Isaac-Bénédict Prévost (7 August 1755 – 18 June 1819) was a Swiss Protestant theologian and naturalist who was one of the first to identify fungal infection of plants and to find treatments to avoid them.

Prévost was born in Geneva to Jean-Jacques Prévost and Marie-Élisabeth Henri. A cousin was the ophthalmologist Pierre Prévost. Little is known of his early life but he chose science to a career in business after apprenticing in a grocery. He became interested in science after reading the work of the astronomer Duc-la-Chapelle. In 1777, he became a private tutor to the sons of Delmas in Montauban. He founded a society for science in Montauban. In 1807 he identified bunt on wheat as being caused by fungi and suggested that it could be controlled by treating the seeds with copper sulphate. He published his findings in Mémoire sur la cause immédiate de la carie oú charbon desblés, et de plusieurs autres maladies des plantes, et sur les préservatifs de la carie (Paris, 1807). He made microscope observations on the germination of the spores of the fungus which was later called Tilletia caries.
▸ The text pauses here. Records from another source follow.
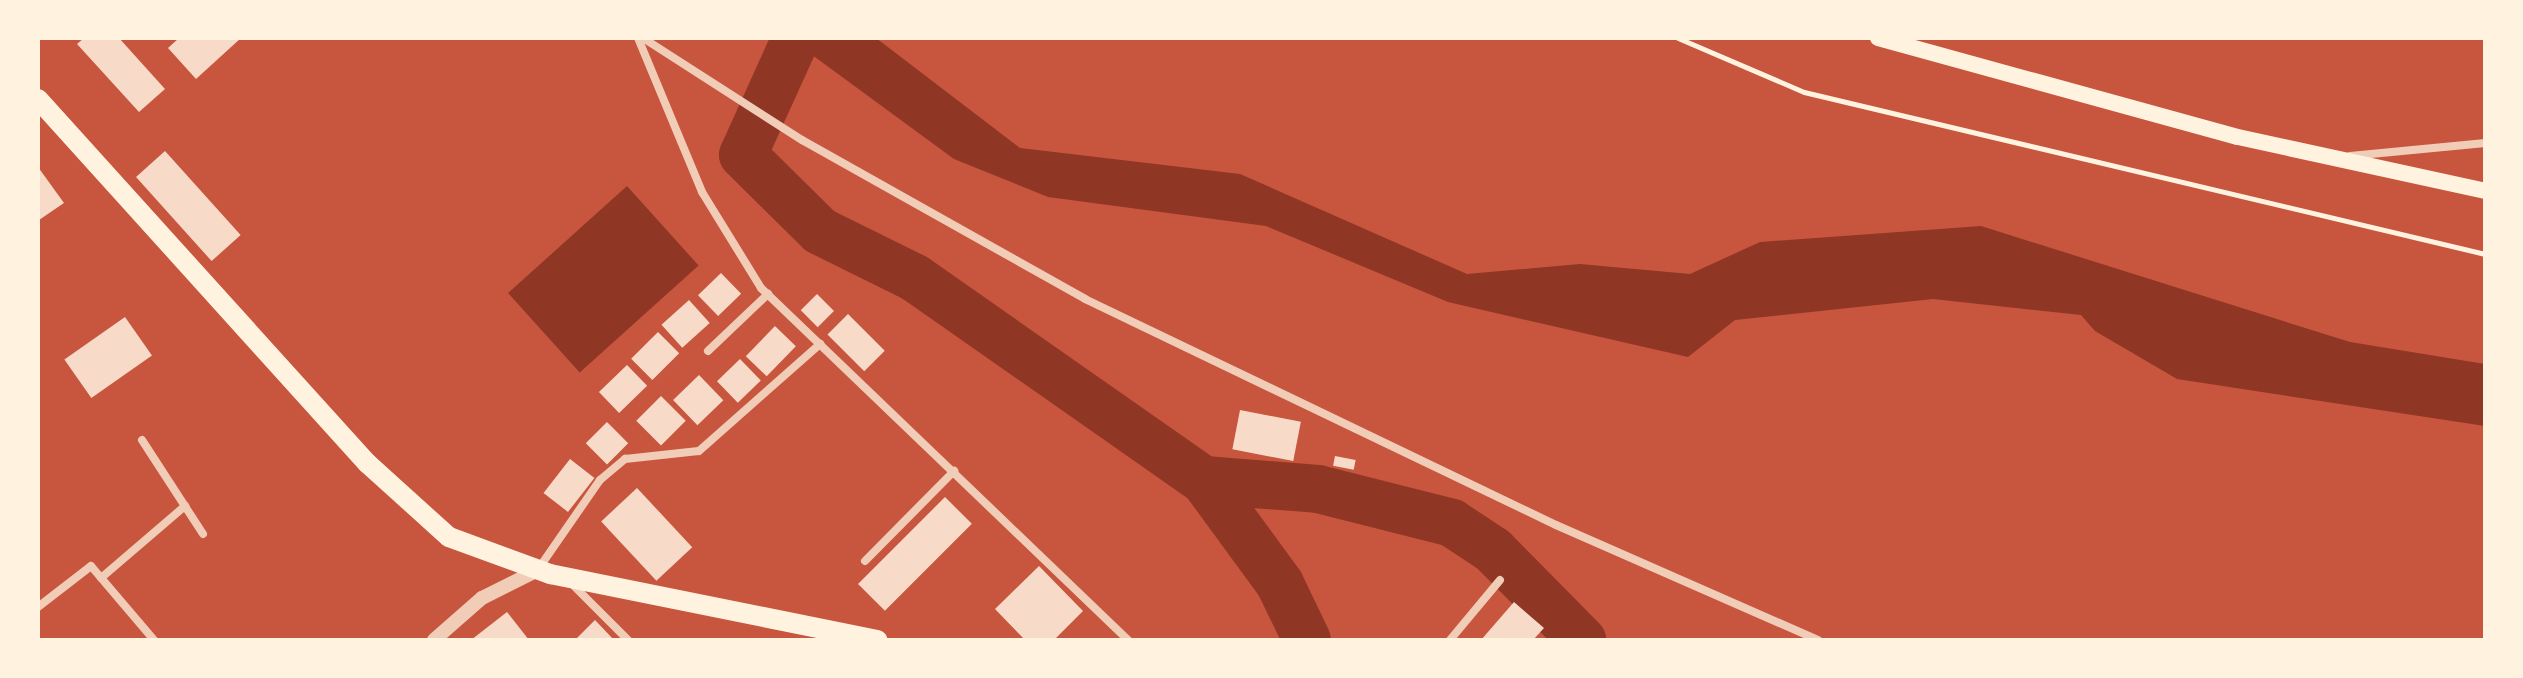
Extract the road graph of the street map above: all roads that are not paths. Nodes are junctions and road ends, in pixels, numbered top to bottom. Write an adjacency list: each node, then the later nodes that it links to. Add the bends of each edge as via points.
1 (641, 38): 7 (street, via 702,192); 20 (street, via 802,140 1085,299)
2 (1890, 40): 5 (main road, via 2238,137)
3 (38, 99): 15 (main road, via 399,495 449,537)
4 (2485, 143): 5 (street)
5 (2341, 157): 6 (main road)
6 (2485, 191)
7 (768, 294): 8 (street); 9 (street)
8 (820, 344): 11 (street); 15 (street, via 699,451 625,459 600,480)
9 (708, 351)
10 (142, 440): 12 (street)
11 (954, 471): 14 (street); 26 (street)
12 (185, 506): 13 (street); 17 (street)
13 (203, 534)
14 (865, 561)
15 (538, 570): 16 (main road); 23 (street, via 482,598)
16 (565, 577): 21 (main road); 24 (street)
17 (101, 578): 19 (street, via 91,566); 22 (street)
18 (1500, 580): 27 (street)
19 (38, 607)
20 (1795, 636): 28 (street)
21 (854, 638): 25 (main road)
22 (154, 640)
23 (434, 640)
24 (628, 640)
25 (877, 640)
26 (1128, 640)
27 (1450, 640)
28 (1818, 640)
He determined that the spores needed humidity but dismissed the idea that the disease itself was caused by climatic factors as was then believed. His work was however dismissed by scientists in higher positions such as Henri-Alexandre Tessier. Despite this the farmers around Switzerland followed the method of seed treatment and found it effective. In 1810 he became professor of philosophy at the Faculte de Theologie Protestante, a position he obtained with a recommendation of Marc-Auguste Pictet who wrote to Georges Cuvier. In 1812 he received a doctorate in theology from the Toulouse Academy. Prevost became ill between 1803 and 1804 and died in 1819 in Montauban following "ataxic fever".